Ann An, Produzentin von „Tiny Times", hält eine Verurteilung des Films für ungerecht. Auf ihrem Mikroblog erklärte sie: „Es ist nur ein Film. Das Land wird deswegen nicht zusammenbrechen. Die harte Kritik ist unnötig."

 

Schriftsteller oder Geschäftsmann?

Fan-Andrang: Guo Jingming (2.v.l.) zeigt sich am 6. Juli mit anderen Stars aus „Tiny Times" bei einer Werbeveranstaltung in Ningbo (Provinz Zhejiang).

CFP

Guo war samt seinem Film Gegenstand vieler Kontroversen. Er wurde 1983 in einer einfachen Familie in der südwestchinesischen Provinz Sichuan geboren. 2000 und 2001 gewann er den ersten Platz im New Concept Writing Contest, einem landesweiten Studenten-Wettbewerb. Dadurch wurde er an den Universitäten des ganzen Landes bekannt.

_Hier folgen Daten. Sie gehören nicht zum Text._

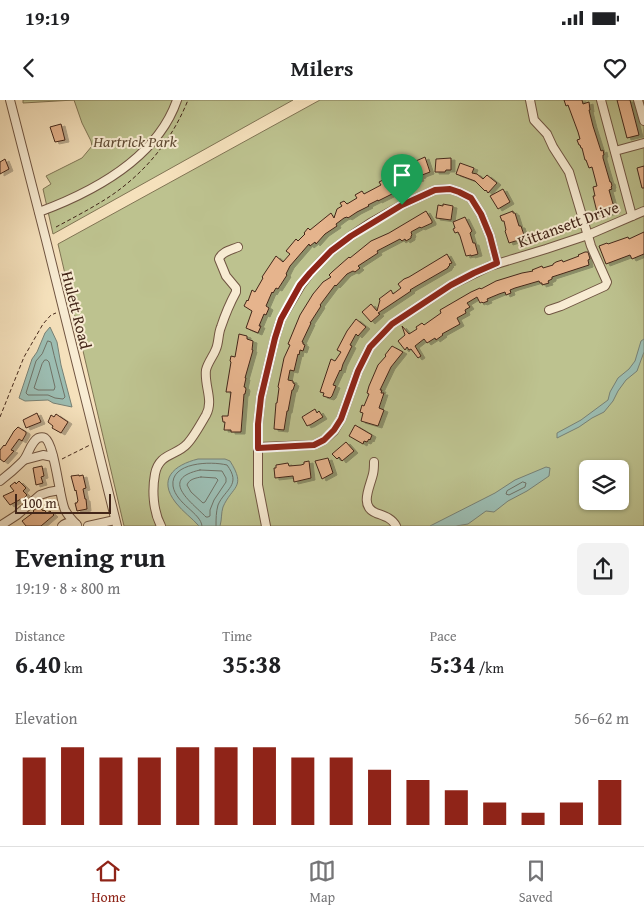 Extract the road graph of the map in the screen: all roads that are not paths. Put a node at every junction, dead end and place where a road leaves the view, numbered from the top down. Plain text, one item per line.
1 (10, 100) edge
2 (177, 100) edge
3 (530, 100) edge
4 (601, 100) edge
5 (638, 100) edge
6 (644, 121) edge
7 (644, 143) edge
8 (615, 151) junction
9 (644, 211) edge
10 (39, 212) junction
11 (632, 216) junction
12 (588, 235) junction
13 (238, 247) dead end
14 (497, 263) junction
15 (549, 310) dead end
16 (258, 448) junction
17 (53, 459) junction
18 (24, 460) junction
19 (374, 462) dead end
20 (0, 481) edge
21 (60, 490) junction
22 (64, 509) junction
23 (116, 523) edge
24 (78, 525) edge
25 (0, 526) edge
26 (61, 526) edge
27 (88, 526) edge
28 (161, 526) edge
29 (266, 526) edge
30 (396, 526) edge

1 - 10 street, Hulett Road
2 - 10 street
3 - 12 street
4 - 8 street
5 - 6 street
7 - 8 street
8 - 11 street
9 - 11 street, Kittansett Drive
10 - 23 street, Hulett Road
11 - 12 street, Kittansett Drive
12 - 14 street, Kittansett Drive
12 - 15 street
13 - 28 street
14 - 16 street, Kittansett Drive
14 - 16 street
16 - 29 street
17 - 18 street
17 - 18 street
17 - 21 street
18 - 20 street
19 - 30 street
21 - 22 street
21 - 25 street
22 - 24 street
22 - 26 street
23 - 27 street
24 - 26 street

Seitdem ist er ein Vollzeitschriftsteller.

 Er ist eine schillernde Persönlichkeit. In den Augen der Leser ist Guo vor allem Vorbild für ein erfolgreiches Leben. Für Befürworter einer ernsteren Literatur ist er dagegen ein smarter Geschäftsmann.

 Guo hat sich im Verlagssektor mit seiner I5land-Magazinreihe, den ZUI-Romanen und Comics  etabliert. Seit 2006 hat er Dutzende junger Autoren und Cartoonisten gefördert. 2011 führte er mit Einnahmen von 24,5 Millionen Yuan (3,6 Millionen Euro) die Liste der reichsten Autoren Chinas an.

 Inzwischen ist sein Lebensstil genauso luxuriös wie in seinen Romanen und im Film. Guo lebt in einer Villa und trägt Designerkleidung. Kritikern entgegnet er: „Ich habe meinen Traum verwirklicht. Jeder kann das gleiche tun."

 Natürlich haben sich Guo und seine Firma auch den schnell wachsenden Jugendmarkt erschlossen. Der Erfolg von „Tiny Times" ist vor allem auf demographische Veränderungen bei den Kinogängern zurückzuführen.

 Laut den jüngsten Statistiken der China Film Distribution and Exhibition Association ist das Durchschnittsalter der Kinobesucher von 25,7 Jahren im Jahr 2009 auf 21,2 im Jahr 2012 gesunken.

 Die riesige Anzahl junger Fans hat eine wichtige Rolle für den Erfolg von „Tiny Times" gespielt. Ungeachtet aller Kritik strömten Millionen von ihnen in die Kinos und haben so quasi ihr Idol verteidigt. Einer Internetumfrage zufolge haben 46 Prozent des Publikums „Tiny Times" gesehen, weil sie die Original-Romane mögen, 35 Prozent sind Fans von Guo und die restlichen 19 Prozent Fans der Filmstars.

 Wegen des großen Erfolgs wird „Tiny Times 2" bereits im August in die Kinos kommen, vier Monate früher als geplant.

 Trotz ihrer immensen Wirkung ist der kulturelle Wert von Guos Büchern eher gering. Die meisten seiner Arbeiten entsprechen dem Geschmack von Teenagern, die seiner Meinung nach von einer großen Karriere, einer tollen Clique und einem hübschen Freund träumen, ähnlich wie Lin im Film.

 "Niemand bleibt jung, aber es wird immer junge Leute geben", schreibt Guo.